You might recall that I live up a gravel road that joins a blacktop county road beside a creek and low water bridge. I think I've mentioned that a time or fifty. The thing about idyllic, quiet, country roads is that they attract ne'er do wells. Dumpers. Truckloads of tree trimmings, cardboard beer boxes, Hefty bags of household garbage, portable meth labs, kaboodles of kittens...you name it, we've had it.

I've had it. While it might be somewhat satisfying to skewer Dumpers on my blog, I reach a point where consequences must be meted to the perpetrators. So several years ago, when I spied a fresh bag of trash on a Saturday morning, I sprang into action.

I stopped to pick up a Walmart bag full of trash on our gravel road. It was close to the entrance, like somebody had pulled off specifically to clean out their car. I drove back home, rifled through the contents, and mined the gold nugget I had been searching for: an address. I think it was on a cardboard advertisement for cigarettes. Maybe an offer for a free pack. I'm assuming the Dumper was a smoker, because there was also a lot of butts in the area where I picked up the bag of trash. Most of the contents escape me now, but I know there were losing scratch-off tickets, a wrapper for a child's toy, and a 20 oz. bottle of soda. Dr. Pepper, perhaps, partially full.

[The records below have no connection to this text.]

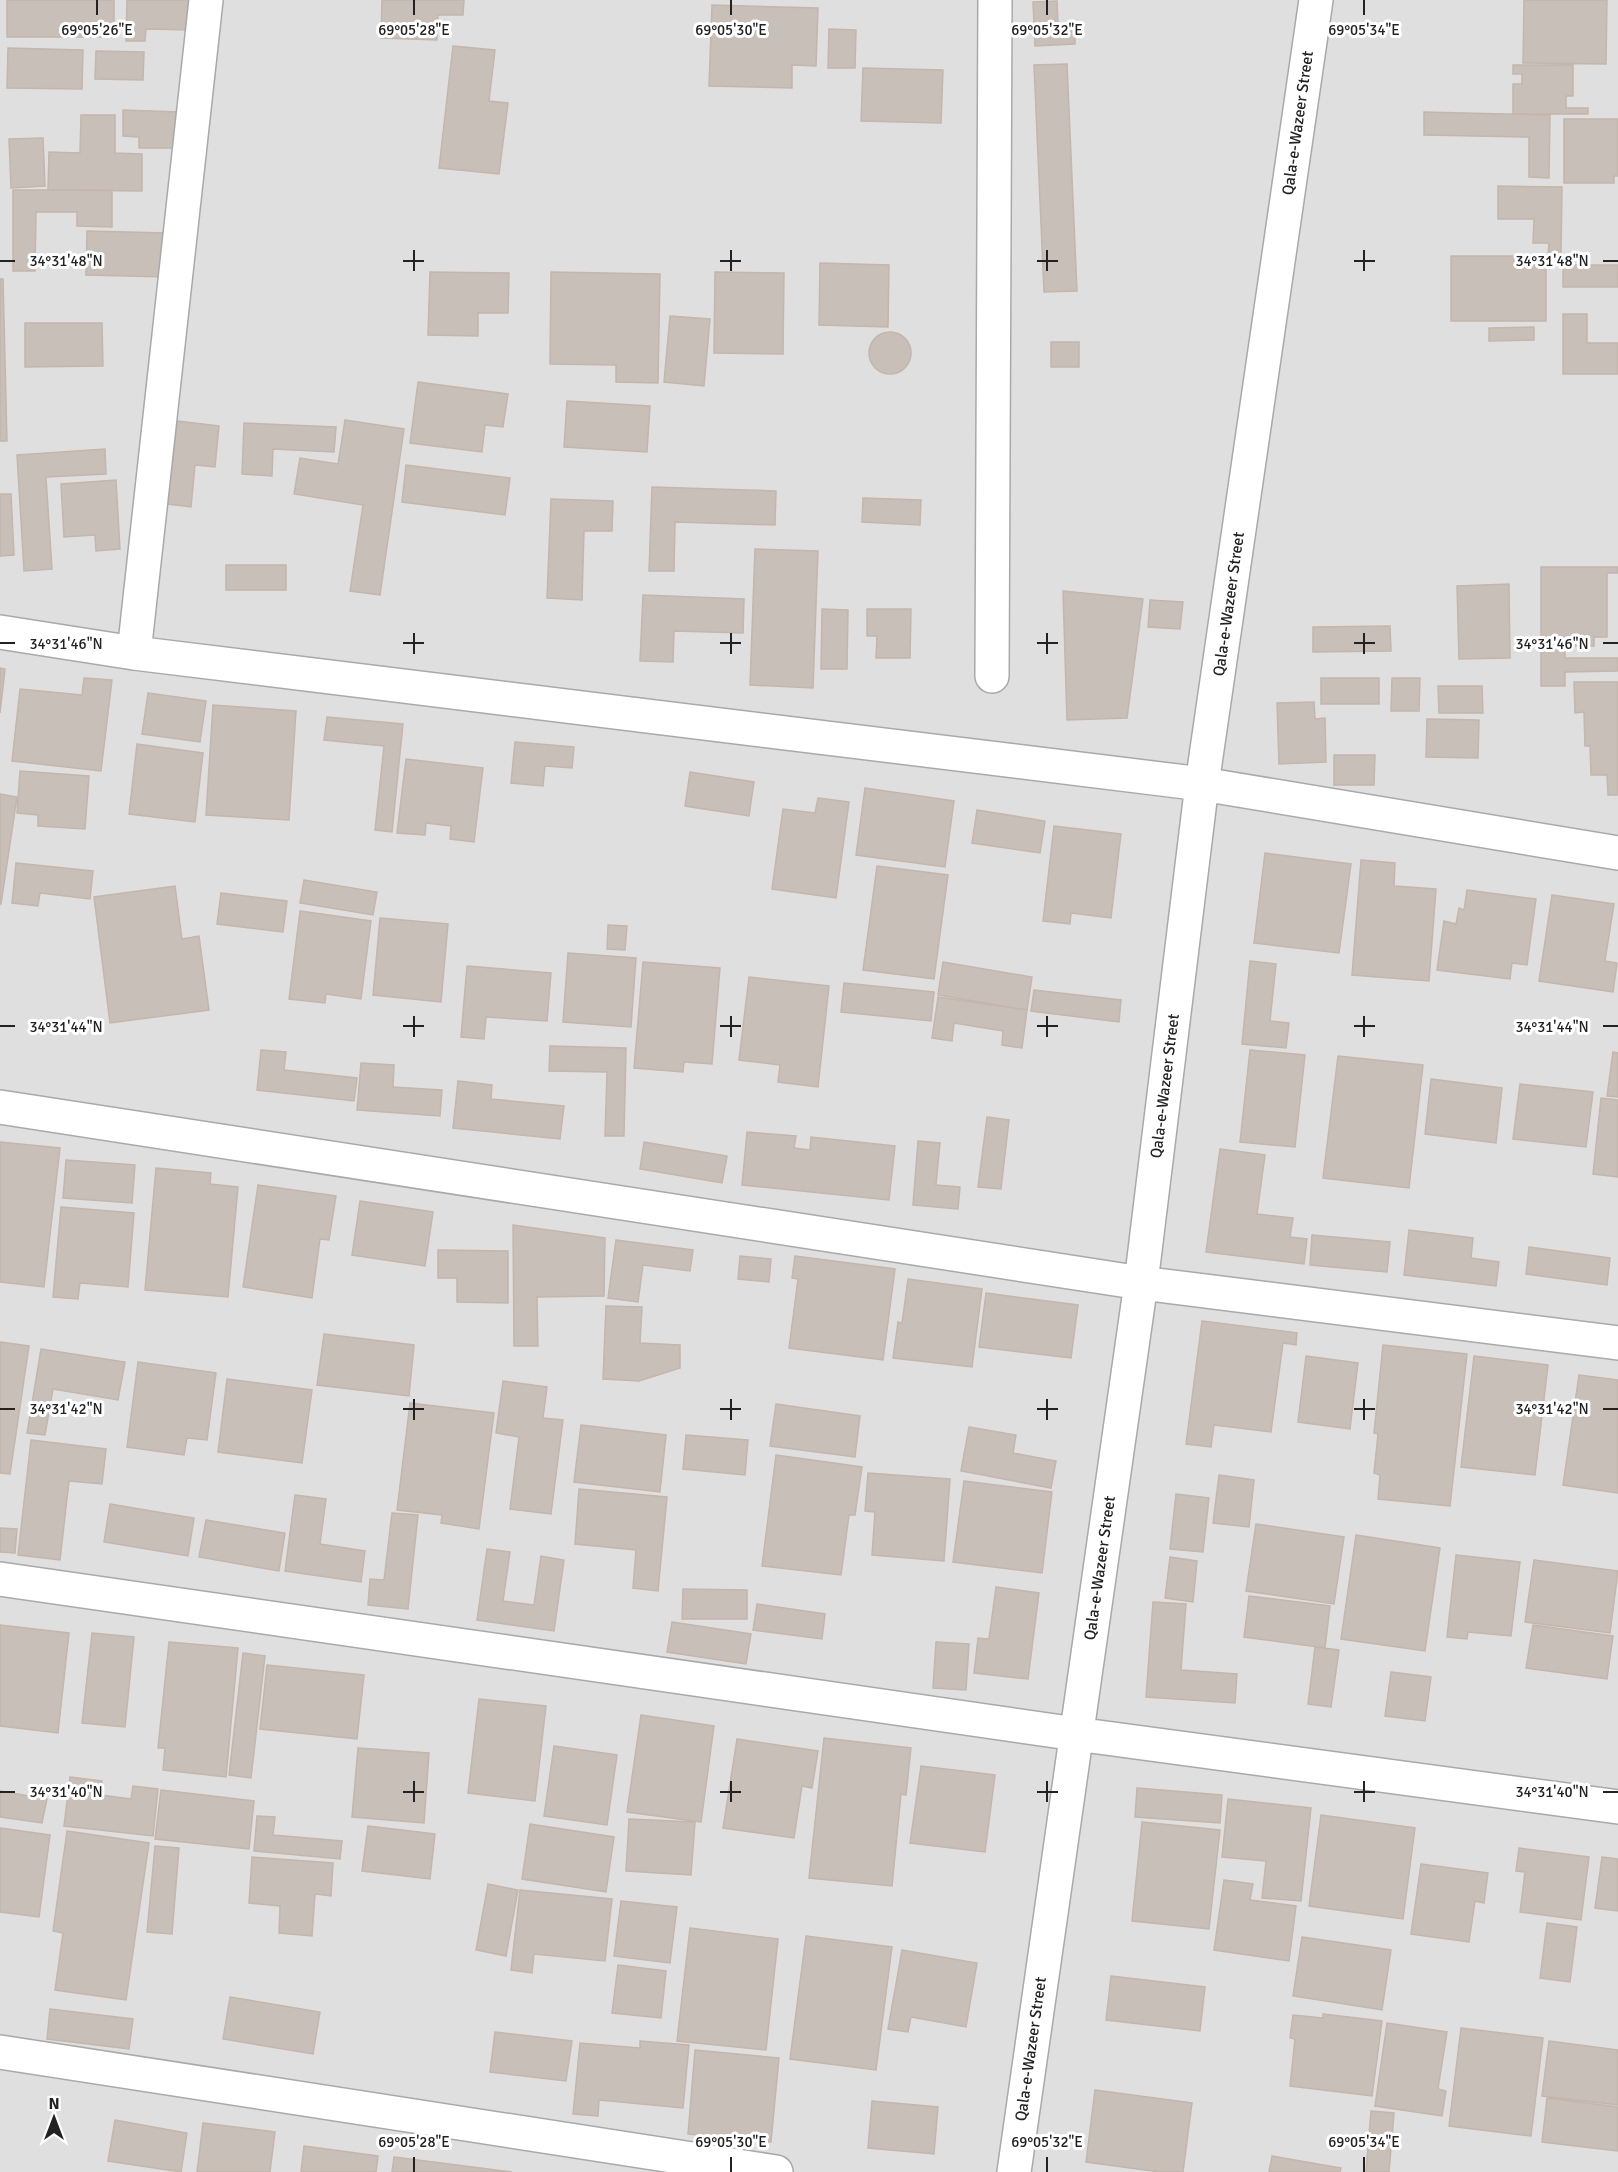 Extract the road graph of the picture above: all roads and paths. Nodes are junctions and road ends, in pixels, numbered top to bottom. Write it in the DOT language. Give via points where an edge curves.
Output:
graph roads {
  1 [pos="206,0"];
  2 [pos="995,0"];
  3 [pos="1316,0"];
  4 [pos="0,632"];
  5 [pos="134,653"];
  6 [pos="992,676"];
  7 [pos="1202,784"];
  8 [pos="1618,853"];
  9 [pos="0,1107"];
  10 [pos="1141,1282"];
  11 [pos="1618,1343"];
  12 [pos="0,1579"];
  13 [pos="1076,1734"];
  14 [pos="1618,1808"];
  15 [pos="0,2052"];
  16 [pos="776,2172"];
  17 [pos="1014,2172"];
  1 -- 5 [label="street"];
  2 -- 6 [label="street"];
  3 -- 7 [label="street, Qala-e-Wazeer Street"];
  4 -- 5 [label="street"];
  5 -- 7 [label="street"];
  7 -- 8 [label="street"];
  7 -- 10 [label="street, Qala-e-Wazeer Street"];
  9 -- 10 [label="street"];
  10 -- 11 [label="street"];
  10 -- 13 [label="street, Qala-e-Wazeer Street"];
  12 -- 13 [label="street"];
  13 -- 14 [label="street"];
  13 -- 17 [label="street, Qala-e-Wazeer Street"];
  15 -- 16 [label="street"];
} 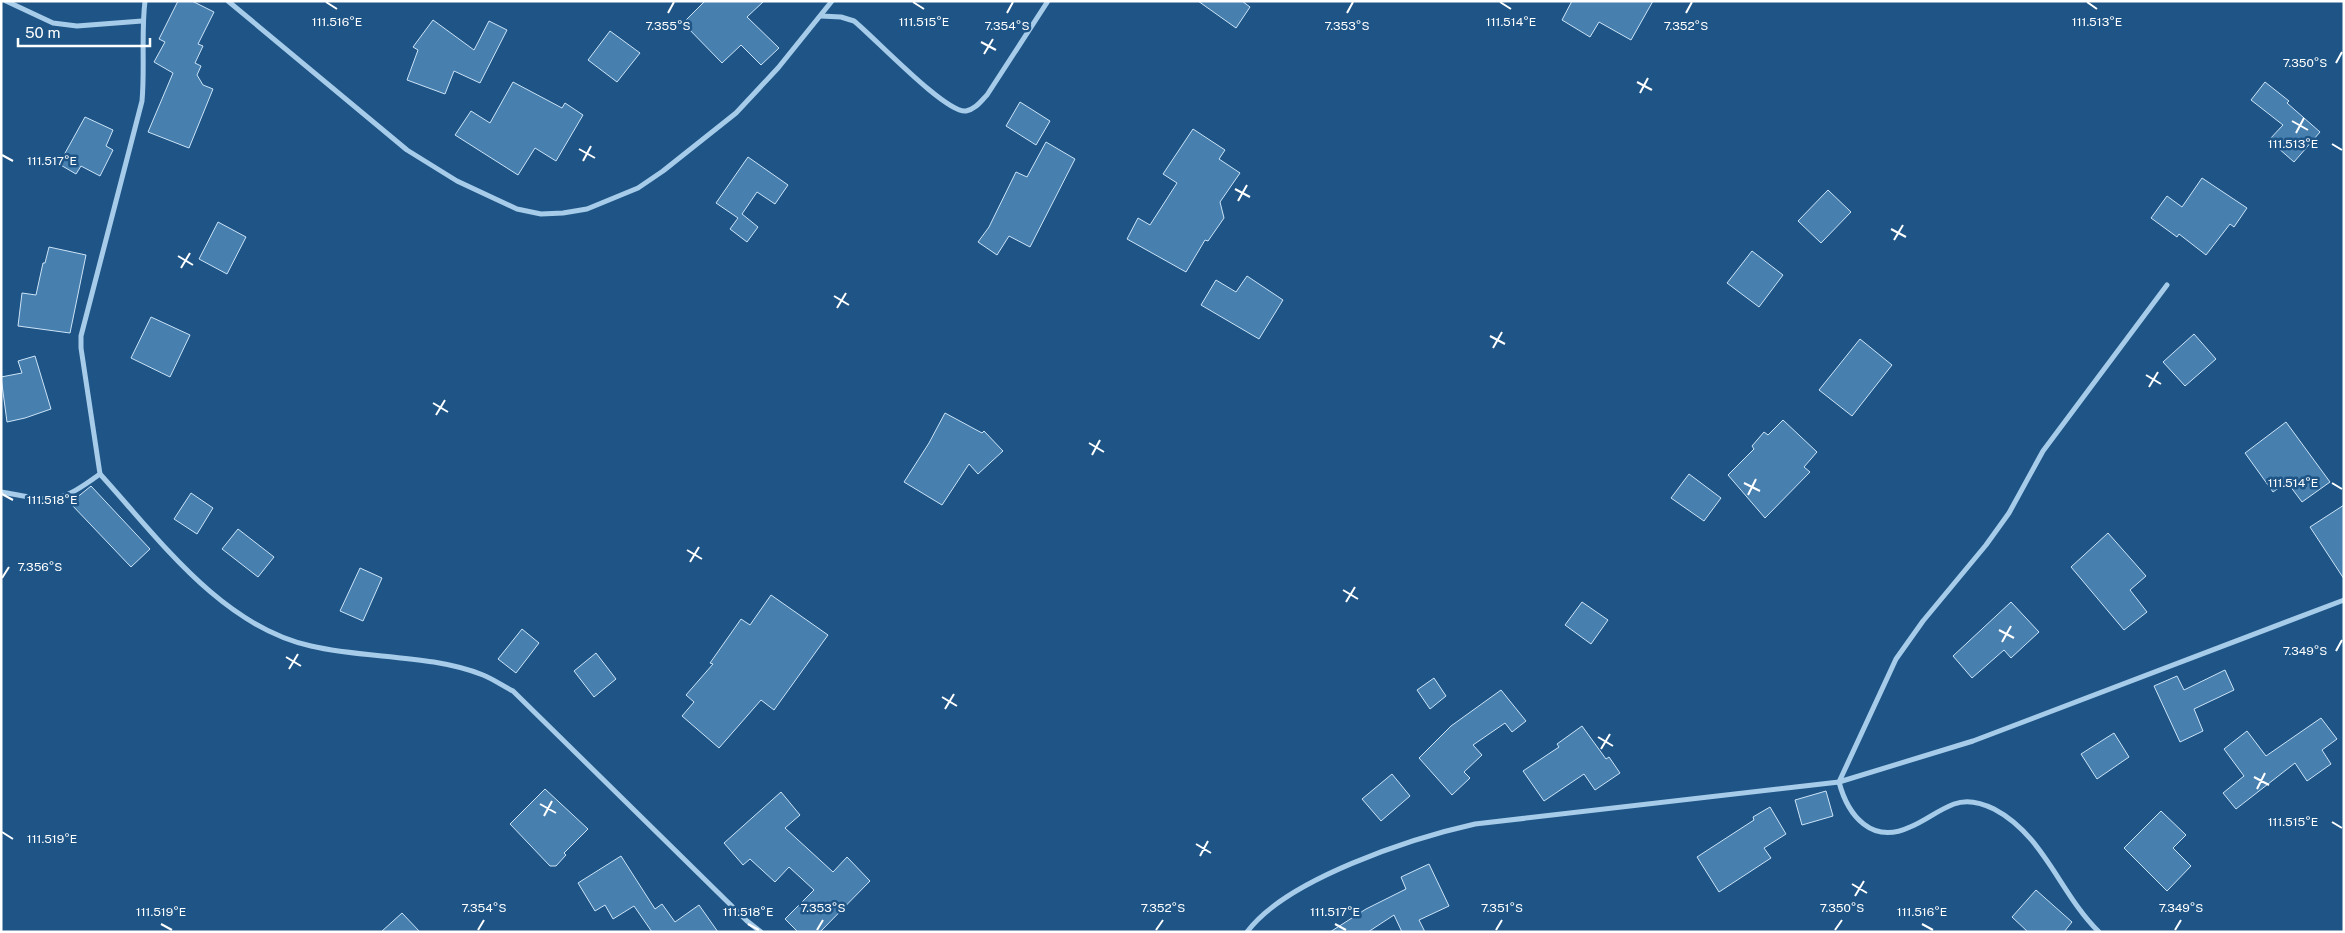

I had the most scathingly brilliant idea! I typed up a letter reminding Dumper of the sign at the entrance to our gravel road. The sign proclaiming it private. Alluding to the prosecution of trespassers. I reminded Dumper that I had the card printed with his address. And that any further trash would be attributed to him. I then explained that I was returning his property. That was only fair. And, with the exception of the addressed card, I dumped the whole bag of trash into an Amazon box and sealed it shut. I made a large tag with Dumpers address, and affixed it to the box. Then I headed to town. To the post office.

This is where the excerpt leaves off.